Y nadie, que nos conste, apuesta por frenar esa ya larga y positiva proyección del puerto, a pesar del pertinaz déficit de infraestructuras que arrostra, como el acceso norte, la comunicación con el centro y el corredor ferroviario mediterráneo. Aún así, el puerto no ha dejado de crecer y consolidarse. En realidad, ha crecido tanto y es tal su expectativa que este fenómeno, en otras circunstancias unánimemente plausible, ha acabado por convertirse en un lastre más que en un crédito. Estos días, y a este respecto, se ha exhumado un llamado Plan de Acción Territorial del Litoral que se pronuncia contra las futuras ampliaciones del puerto. Ignoramos si los redactores estaban al pairo o en Babia acerca de la que se tramita y comentamos.

Sobre ésta, y en línea con el citado Plan, sí han concurrido diversas opiniones a críticas, vecinales, académicas y muy especialmente la del portavoz municipal socialista de Valencia, que no podríamos afirmar que es la oficial del partido. Ninguna de ellas se pronuncia contra la ampliación, si bien unas anotan sus consecuencias negativas, como son sobre todo los efectos devastadores sobre las playas urbanas, el cambio del paisaje, cada vez más erizado de grúas y el horizonte partido por los espigones, así como el riesgo extremo de que la ciudad sea devorada por su puerto. Realmente kafkiano. Quien aduce la contaminación acústica o la polución atmosférica como consecuencia de las obras, que sería algo provisorio, quizá ignore qué acontece y sin indicios de solución en algunas zonas de Ciutat Vella de la misma Valencia.

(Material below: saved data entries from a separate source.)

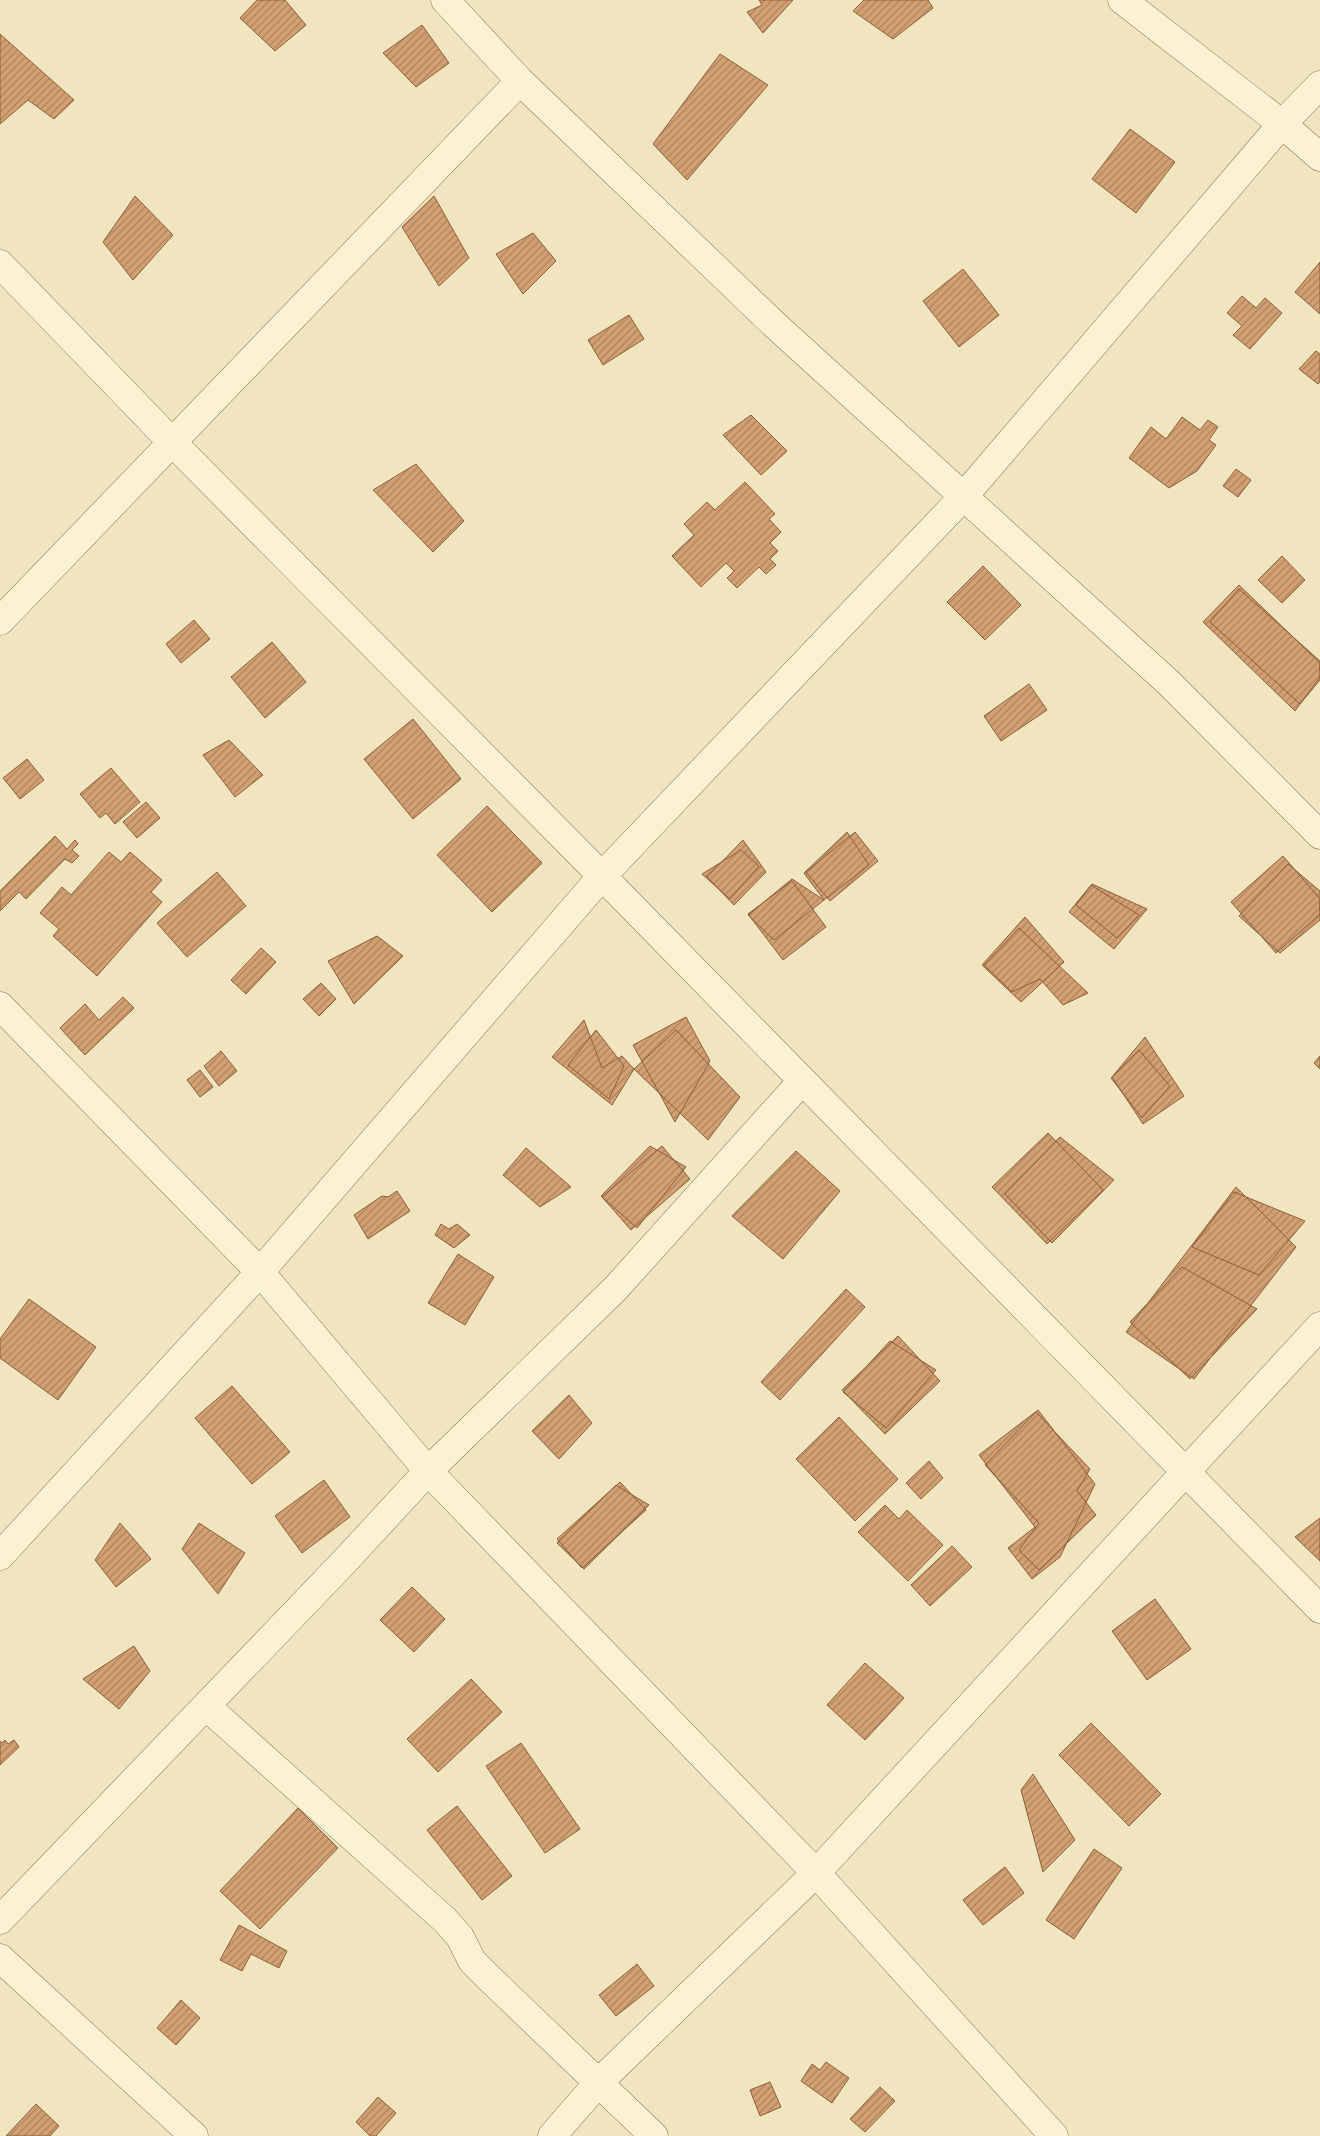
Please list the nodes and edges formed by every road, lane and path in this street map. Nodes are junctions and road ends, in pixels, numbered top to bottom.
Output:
1 (445, 0) edge
2 (1122, 0) edge
3 (520, 81) junction
4 (1320, 85) edge
5 (1282, 124) junction
6 (1320, 157) edge
7 (0, 264) edge
8 (171, 441) junction
9 (964, 496) junction
10 (0, 621) edge
11 (1320, 835) edge
12 (602, 876) junction
13 (0, 1006) edge
14 (802, 1081) junction
15 (260, 1272) junction
16 (1320, 1326) edge
17 (428, 1471) junction
18 (1186, 1472) junction
19 (0, 1556) edge
20 (1320, 1609) edge
21 (206, 1706) junction
22 (816, 1873) junction
23 (0, 1920) edge
24 (0, 1958) edge
25 (598, 2083) junction
26 (194, 2136) edge
27 (552, 2136) edge
28 (654, 2136) edge
29 (1054, 2136) edge

1 - 3 street
2 - 5 street
3 - 8 street
3 - 9 street
4 - 5 street
5 - 6 street
5 - 9 street
7 - 8 street
8 - 10 street
8 - 12 street
9 - 11 street
9 - 12 street
12 - 14 street
12 - 15 street
13 - 15 street
14 - 17 street
14 - 18 street
15 - 17 street
15 - 19 street
16 - 18 street
17 - 21 street
17 - 22 street
18 - 20 street
18 - 22 street
21 - 23 street
21 - 25 street
22 - 25 street
22 - 29 street
24 - 26 street
25 - 27 street
25 - 28 street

Las alternativas a estas y otras aflicciones serían dos, que sepamos: una, mejorar extraordinariamente la logística, esto es, obtener e incluso multiplicar el rendimiento del espacio ahora mismo ocupado por el puerto, lo que parece factible a tenor de los ejemplos que han sido aducidos por expertos, y, otra, desviar el tráfico de contenedores -u otros tráficos- a Sagunt, con la previsión de que cuanto allí se construya ha de tener capacidad para absorber en los próximos años el enorme aumento previsto de tonelaje. No se especifica si en esta segunda opción se enmendarían o desaparecerían los efectos perversos que se denuncian en la ampliación que comentamos. De no ser así, nos limitaríamos a trasladar el problema.

Nos gustaría cerrar estas líneas con una proclamación medioambientalista contra una ampliación portuaria que se nos presenta como ineluctable. Pero no se nos ocurre ni una miserable jaculatoria. A la postre, es el sistema, la fatalidad, el precio de la prosperidad que casi siempre acaba pagándolo el territorio -en este caso las playas- y la inmensa mayoría vecinal, que somos sus usuarios. Esperemos que del mal sea el menos.